— PROBLEM TO SOLVE —
Could you transcribe every entry exactly, leaving nothing out?

*** DATA FOR THE TASK Section Begins ***

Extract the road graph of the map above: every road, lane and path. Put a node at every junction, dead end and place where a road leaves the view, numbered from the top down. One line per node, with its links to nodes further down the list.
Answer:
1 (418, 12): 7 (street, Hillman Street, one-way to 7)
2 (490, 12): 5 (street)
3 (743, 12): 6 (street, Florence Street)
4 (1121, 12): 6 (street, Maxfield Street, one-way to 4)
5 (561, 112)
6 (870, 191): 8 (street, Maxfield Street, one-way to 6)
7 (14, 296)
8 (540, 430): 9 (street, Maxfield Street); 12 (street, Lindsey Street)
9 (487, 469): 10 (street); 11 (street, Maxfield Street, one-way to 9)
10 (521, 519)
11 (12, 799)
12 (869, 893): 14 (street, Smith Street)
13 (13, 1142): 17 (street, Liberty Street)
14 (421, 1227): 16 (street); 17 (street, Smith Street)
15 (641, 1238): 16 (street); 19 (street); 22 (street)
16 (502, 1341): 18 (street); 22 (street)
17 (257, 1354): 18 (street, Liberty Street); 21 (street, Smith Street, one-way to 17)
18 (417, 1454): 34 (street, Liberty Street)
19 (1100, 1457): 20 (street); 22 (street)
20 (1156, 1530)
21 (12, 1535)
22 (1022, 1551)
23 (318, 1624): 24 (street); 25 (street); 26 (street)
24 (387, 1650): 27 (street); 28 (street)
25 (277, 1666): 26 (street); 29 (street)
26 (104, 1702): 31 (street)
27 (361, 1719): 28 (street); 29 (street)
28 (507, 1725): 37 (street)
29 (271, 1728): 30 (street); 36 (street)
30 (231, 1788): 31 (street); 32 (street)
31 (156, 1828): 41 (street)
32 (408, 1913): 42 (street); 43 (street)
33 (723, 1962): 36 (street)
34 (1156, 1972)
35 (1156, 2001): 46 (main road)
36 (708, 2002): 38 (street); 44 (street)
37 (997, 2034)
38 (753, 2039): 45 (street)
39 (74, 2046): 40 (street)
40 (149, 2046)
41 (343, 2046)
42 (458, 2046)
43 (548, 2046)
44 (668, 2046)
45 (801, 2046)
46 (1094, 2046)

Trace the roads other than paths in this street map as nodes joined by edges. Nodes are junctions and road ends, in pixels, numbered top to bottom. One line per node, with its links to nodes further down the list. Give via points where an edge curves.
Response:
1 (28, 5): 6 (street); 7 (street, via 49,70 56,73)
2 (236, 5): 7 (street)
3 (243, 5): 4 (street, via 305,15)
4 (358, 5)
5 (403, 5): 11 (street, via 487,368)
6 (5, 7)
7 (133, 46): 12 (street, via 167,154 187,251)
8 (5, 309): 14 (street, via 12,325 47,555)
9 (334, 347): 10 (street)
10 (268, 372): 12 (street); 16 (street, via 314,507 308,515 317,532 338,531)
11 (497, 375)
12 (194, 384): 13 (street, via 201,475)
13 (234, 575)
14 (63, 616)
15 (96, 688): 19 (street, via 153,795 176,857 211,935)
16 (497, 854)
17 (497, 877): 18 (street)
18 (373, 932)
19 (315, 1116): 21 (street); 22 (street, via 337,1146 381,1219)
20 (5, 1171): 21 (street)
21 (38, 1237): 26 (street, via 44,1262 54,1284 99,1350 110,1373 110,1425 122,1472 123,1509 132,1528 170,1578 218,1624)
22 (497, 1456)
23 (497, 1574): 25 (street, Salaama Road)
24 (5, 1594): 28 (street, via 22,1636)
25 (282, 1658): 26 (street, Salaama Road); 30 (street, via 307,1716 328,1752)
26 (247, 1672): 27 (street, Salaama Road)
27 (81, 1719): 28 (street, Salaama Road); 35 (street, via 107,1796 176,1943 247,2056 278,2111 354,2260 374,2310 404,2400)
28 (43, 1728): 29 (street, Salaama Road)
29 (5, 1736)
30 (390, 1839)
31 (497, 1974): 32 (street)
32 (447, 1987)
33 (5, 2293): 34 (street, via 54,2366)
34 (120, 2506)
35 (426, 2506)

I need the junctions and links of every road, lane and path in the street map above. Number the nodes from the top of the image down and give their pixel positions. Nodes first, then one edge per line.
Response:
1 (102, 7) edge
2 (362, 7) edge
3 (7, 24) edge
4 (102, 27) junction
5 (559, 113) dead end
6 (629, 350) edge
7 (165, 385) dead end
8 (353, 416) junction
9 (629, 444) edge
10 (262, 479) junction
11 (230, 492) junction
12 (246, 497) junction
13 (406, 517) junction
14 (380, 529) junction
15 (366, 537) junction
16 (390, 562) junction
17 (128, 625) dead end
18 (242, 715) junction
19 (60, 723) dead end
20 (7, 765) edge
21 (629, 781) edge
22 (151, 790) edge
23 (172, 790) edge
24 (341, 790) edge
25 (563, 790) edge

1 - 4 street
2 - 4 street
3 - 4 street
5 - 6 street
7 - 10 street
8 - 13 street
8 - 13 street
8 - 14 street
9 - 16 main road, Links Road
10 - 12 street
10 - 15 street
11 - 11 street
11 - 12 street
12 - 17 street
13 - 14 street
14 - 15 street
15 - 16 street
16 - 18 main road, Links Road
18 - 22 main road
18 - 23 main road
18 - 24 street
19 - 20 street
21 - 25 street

*** DATA FOR THE TASK Section Ends ***

— ANSWER TO THIS PROBLEM —
Extract the road graph of the map above: every road, lane and path. Put a node at every junction, dead end and place where a road leaves the view, numbered from the top down. One line per node, with its links to nodes further down the list.
Answer:
1 (418, 12): 7 (street, Hillman Street, one-way to 7)
2 (490, 12): 5 (street)
3 (743, 12): 6 (street, Florence Street)
4 (1121, 12): 6 (street, Maxfield Street, one-way to 4)
5 (561, 112)
6 (870, 191): 8 (street, Maxfield Street, one-way to 6)
7 (14, 296)
8 (540, 430): 9 (street, Maxfield Street); 12 (street, Lindsey Street)
9 (487, 469): 10 (street); 11 (street, Maxfield Street, one-way to 9)
10 (521, 519)
11 (12, 799)
12 (869, 893): 14 (street, Smith Street)
13 (13, 1142): 17 (street, Liberty Street)
14 (421, 1227): 16 (street); 17 (street, Smith Street)
15 (641, 1238): 16 (street); 19 (street); 22 (street)
16 (502, 1341): 18 (street); 22 (street)
17 (257, 1354): 18 (street, Liberty Street); 21 (street, Smith Street, one-way to 17)
18 (417, 1454): 34 (street, Liberty Street)
19 (1100, 1457): 20 (street); 22 (street)
20 (1156, 1530)
21 (12, 1535)
22 (1022, 1551)
23 (318, 1624): 24 (street); 25 (street); 26 (street)
24 (387, 1650): 27 (street); 28 (street)
25 (277, 1666): 26 (street); 29 (street)
26 (104, 1702): 31 (street)
27 (361, 1719): 28 (street); 29 (street)
28 (507, 1725): 37 (street)
29 (271, 1728): 30 (street); 36 (street)
30 (231, 1788): 31 (street); 32 (street)
31 (156, 1828): 41 (street)
32 (408, 1913): 42 (street); 43 (street)
33 (723, 1962): 36 (street)
34 (1156, 1972)
35 (1156, 2001): 46 (main road)
36 (708, 2002): 38 (street); 44 (street)
37 (997, 2034)
38 (753, 2039): 45 (street)
39 (74, 2046): 40 (street)
40 (149, 2046)
41 (343, 2046)
42 (458, 2046)
43 (548, 2046)
44 (668, 2046)
45 (801, 2046)
46 (1094, 2046)

Trace the roads other than paths in this street map as nodes joined by edges. Nodes are junctions and road ends, in pixels, numbered top to bottom. One line per node, with its links to nodes further down the list. Give via points where an edge curves.
Response:
1 (28, 5): 6 (street); 7 (street, via 49,70 56,73)
2 (236, 5): 7 (street)
3 (243, 5): 4 (street, via 305,15)
4 (358, 5)
5 (403, 5): 11 (street, via 487,368)
6 (5, 7)
7 (133, 46): 12 (street, via 167,154 187,251)
8 (5, 309): 14 (street, via 12,325 47,555)
9 (334, 347): 10 (street)
10 (268, 372): 12 (street); 16 (street, via 314,507 308,515 317,532 338,531)
11 (497, 375)
12 (194, 384): 13 (street, via 201,475)
13 (234, 575)
14 (63, 616)
15 (96, 688): 19 (street, via 153,795 176,857 211,935)
16 (497, 854)
17 (497, 877): 18 (street)
18 (373, 932)
19 (315, 1116): 21 (street); 22 (street, via 337,1146 381,1219)
20 (5, 1171): 21 (street)
21 (38, 1237): 26 (street, via 44,1262 54,1284 99,1350 110,1373 110,1425 122,1472 123,1509 132,1528 170,1578 218,1624)
22 (497, 1456)
23 (497, 1574): 25 (street, Salaama Road)
24 (5, 1594): 28 (street, via 22,1636)
25 (282, 1658): 26 (street, Salaama Road); 30 (street, via 307,1716 328,1752)
26 (247, 1672): 27 (street, Salaama Road)
27 (81, 1719): 28 (street, Salaama Road); 35 (street, via 107,1796 176,1943 247,2056 278,2111 354,2260 374,2310 404,2400)
28 (43, 1728): 29 (street, Salaama Road)
29 (5, 1736)
30 (390, 1839)
31 (497, 1974): 32 (street)
32 (447, 1987)
33 (5, 2293): 34 (street, via 54,2366)
34 (120, 2506)
35 (426, 2506)

I need the junctions and links of every road, lane and path in the street map above. Number the nodes from the top of the image down and give their pixel positions. Nodes first, then one edge per line.
Response:
1 (102, 7) edge
2 (362, 7) edge
3 (7, 24) edge
4 (102, 27) junction
5 (559, 113) dead end
6 (629, 350) edge
7 (165, 385) dead end
8 (353, 416) junction
9 (629, 444) edge
10 (262, 479) junction
11 (230, 492) junction
12 (246, 497) junction
13 (406, 517) junction
14 (380, 529) junction
15 (366, 537) junction
16 (390, 562) junction
17 (128, 625) dead end
18 (242, 715) junction
19 (60, 723) dead end
20 (7, 765) edge
21 (629, 781) edge
22 (151, 790) edge
23 (172, 790) edge
24 (341, 790) edge
25 (563, 790) edge

1 - 4 street
2 - 4 street
3 - 4 street
5 - 6 street
7 - 10 street
8 - 13 street
8 - 13 street
8 - 14 street
9 - 16 main road, Links Road
10 - 12 street
10 - 15 street
11 - 11 street
11 - 12 street
12 - 17 street
13 - 14 street
14 - 15 street
15 - 16 street
16 - 18 main road, Links Road
18 - 22 main road
18 - 23 main road
18 - 24 street
19 - 20 street
21 - 25 street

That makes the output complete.